> [TASK STATEMENT]
If a line in the data holds "junctions", copy that line out in full.

> [DATASET EXTRACT]
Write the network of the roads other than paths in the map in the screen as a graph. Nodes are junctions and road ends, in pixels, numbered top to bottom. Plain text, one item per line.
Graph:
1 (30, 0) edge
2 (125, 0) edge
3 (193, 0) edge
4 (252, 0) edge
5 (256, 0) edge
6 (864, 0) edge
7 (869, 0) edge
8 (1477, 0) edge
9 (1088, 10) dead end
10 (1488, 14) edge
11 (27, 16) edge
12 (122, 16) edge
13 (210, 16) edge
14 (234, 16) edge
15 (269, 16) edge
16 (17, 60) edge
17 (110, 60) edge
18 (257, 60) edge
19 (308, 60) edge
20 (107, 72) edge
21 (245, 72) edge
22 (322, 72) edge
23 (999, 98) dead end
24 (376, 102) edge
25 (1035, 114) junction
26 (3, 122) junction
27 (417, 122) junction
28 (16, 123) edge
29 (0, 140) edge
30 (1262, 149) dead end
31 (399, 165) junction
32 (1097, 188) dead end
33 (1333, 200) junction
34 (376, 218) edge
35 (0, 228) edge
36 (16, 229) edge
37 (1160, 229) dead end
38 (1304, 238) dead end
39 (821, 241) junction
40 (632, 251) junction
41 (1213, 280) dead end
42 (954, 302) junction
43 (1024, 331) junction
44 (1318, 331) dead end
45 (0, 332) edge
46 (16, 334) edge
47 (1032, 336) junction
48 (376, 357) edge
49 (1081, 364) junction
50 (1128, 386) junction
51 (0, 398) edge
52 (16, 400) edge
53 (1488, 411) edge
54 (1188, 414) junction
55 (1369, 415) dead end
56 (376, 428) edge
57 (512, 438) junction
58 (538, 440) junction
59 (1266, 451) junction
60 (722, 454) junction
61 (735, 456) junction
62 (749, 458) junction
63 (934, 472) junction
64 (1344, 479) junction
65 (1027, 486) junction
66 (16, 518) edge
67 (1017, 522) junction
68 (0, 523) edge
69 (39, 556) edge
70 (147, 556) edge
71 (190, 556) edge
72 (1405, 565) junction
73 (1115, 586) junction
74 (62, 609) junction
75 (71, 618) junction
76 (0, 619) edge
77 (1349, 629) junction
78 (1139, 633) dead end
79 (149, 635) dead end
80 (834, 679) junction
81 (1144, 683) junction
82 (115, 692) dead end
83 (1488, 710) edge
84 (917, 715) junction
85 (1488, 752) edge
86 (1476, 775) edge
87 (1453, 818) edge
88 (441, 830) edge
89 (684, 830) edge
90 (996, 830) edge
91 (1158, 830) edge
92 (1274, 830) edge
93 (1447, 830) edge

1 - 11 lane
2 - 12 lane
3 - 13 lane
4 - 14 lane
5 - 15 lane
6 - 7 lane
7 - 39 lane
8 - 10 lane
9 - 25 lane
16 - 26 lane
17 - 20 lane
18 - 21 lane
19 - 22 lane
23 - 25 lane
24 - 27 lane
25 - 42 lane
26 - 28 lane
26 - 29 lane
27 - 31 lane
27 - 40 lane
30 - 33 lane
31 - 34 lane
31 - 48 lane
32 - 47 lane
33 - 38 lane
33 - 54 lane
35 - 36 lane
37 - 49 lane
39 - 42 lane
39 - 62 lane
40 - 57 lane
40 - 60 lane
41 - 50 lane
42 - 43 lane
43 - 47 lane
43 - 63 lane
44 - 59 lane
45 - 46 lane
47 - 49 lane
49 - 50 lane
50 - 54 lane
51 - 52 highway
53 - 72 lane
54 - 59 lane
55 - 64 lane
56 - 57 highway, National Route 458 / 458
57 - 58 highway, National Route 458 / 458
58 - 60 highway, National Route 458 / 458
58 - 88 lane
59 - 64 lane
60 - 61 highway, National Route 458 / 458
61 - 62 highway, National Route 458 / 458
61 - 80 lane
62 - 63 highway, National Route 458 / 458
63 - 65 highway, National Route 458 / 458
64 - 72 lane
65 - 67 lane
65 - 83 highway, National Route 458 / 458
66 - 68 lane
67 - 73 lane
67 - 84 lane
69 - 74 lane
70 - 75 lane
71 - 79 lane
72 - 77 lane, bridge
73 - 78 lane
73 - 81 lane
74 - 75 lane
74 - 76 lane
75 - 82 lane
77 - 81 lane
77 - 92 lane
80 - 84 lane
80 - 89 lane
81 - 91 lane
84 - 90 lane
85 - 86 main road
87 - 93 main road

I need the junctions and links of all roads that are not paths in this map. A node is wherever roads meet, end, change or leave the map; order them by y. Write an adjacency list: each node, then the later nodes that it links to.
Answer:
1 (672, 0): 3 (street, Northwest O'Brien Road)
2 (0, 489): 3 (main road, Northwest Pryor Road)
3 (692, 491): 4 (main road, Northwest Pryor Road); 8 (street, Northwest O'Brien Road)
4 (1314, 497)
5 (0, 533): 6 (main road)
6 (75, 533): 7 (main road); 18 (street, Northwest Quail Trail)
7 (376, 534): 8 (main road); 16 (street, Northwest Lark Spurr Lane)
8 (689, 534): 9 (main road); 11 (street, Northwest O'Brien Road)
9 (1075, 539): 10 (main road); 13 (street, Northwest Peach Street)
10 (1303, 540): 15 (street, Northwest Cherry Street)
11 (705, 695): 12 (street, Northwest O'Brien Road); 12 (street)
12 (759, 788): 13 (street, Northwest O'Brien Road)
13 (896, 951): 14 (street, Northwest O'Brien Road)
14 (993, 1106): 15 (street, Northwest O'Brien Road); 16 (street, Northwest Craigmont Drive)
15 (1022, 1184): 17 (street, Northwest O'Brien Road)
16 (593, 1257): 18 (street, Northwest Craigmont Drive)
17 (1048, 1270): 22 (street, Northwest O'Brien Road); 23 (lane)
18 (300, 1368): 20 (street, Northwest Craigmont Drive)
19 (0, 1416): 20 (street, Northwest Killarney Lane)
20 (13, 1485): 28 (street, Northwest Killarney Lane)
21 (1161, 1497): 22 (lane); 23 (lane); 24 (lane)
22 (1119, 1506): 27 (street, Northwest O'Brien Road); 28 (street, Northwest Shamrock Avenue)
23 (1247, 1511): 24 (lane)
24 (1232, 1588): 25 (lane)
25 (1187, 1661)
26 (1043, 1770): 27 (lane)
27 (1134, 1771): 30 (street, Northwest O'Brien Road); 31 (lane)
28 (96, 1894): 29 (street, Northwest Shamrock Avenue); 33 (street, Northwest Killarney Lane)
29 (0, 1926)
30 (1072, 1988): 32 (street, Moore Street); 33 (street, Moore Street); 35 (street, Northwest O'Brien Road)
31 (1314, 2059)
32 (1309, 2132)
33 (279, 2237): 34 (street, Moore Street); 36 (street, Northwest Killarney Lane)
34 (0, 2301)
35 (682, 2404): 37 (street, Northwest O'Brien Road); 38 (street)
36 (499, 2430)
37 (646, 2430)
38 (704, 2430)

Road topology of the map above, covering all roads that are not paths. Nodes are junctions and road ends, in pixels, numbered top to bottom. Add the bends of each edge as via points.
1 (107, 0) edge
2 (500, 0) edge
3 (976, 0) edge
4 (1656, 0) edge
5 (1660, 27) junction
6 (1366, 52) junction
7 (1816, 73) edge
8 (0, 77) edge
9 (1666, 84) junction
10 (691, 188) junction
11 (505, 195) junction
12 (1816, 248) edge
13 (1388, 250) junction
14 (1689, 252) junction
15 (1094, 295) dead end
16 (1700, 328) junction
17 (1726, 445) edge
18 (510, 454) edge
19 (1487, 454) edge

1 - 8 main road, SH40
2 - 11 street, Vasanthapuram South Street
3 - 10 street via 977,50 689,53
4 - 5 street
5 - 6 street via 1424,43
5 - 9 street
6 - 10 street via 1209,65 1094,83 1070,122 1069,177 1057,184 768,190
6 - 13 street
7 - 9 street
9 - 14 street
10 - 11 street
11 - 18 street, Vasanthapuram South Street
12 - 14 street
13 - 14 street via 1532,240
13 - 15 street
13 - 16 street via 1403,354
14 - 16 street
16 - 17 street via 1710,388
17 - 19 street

> [PROBLEM SOLUTION]
Write the network of the roads other than paths in the map in the screen as a graph. Nodes are junctions and road ends, in pixels, numbered top to bottom. Plain text, one item per line.
I need the junctions and links of all roads that are not paths in this map. A node is wherever roads meet, end, change or leave the map; order them by y. Write an adjacency list: each node, then the later nodes that it links to.
Road topology of the map above, covering all roads that are not paths. Nodes are junctions and road ends, in pixels, numbered top to bottom. Add the bends of each edge as via points.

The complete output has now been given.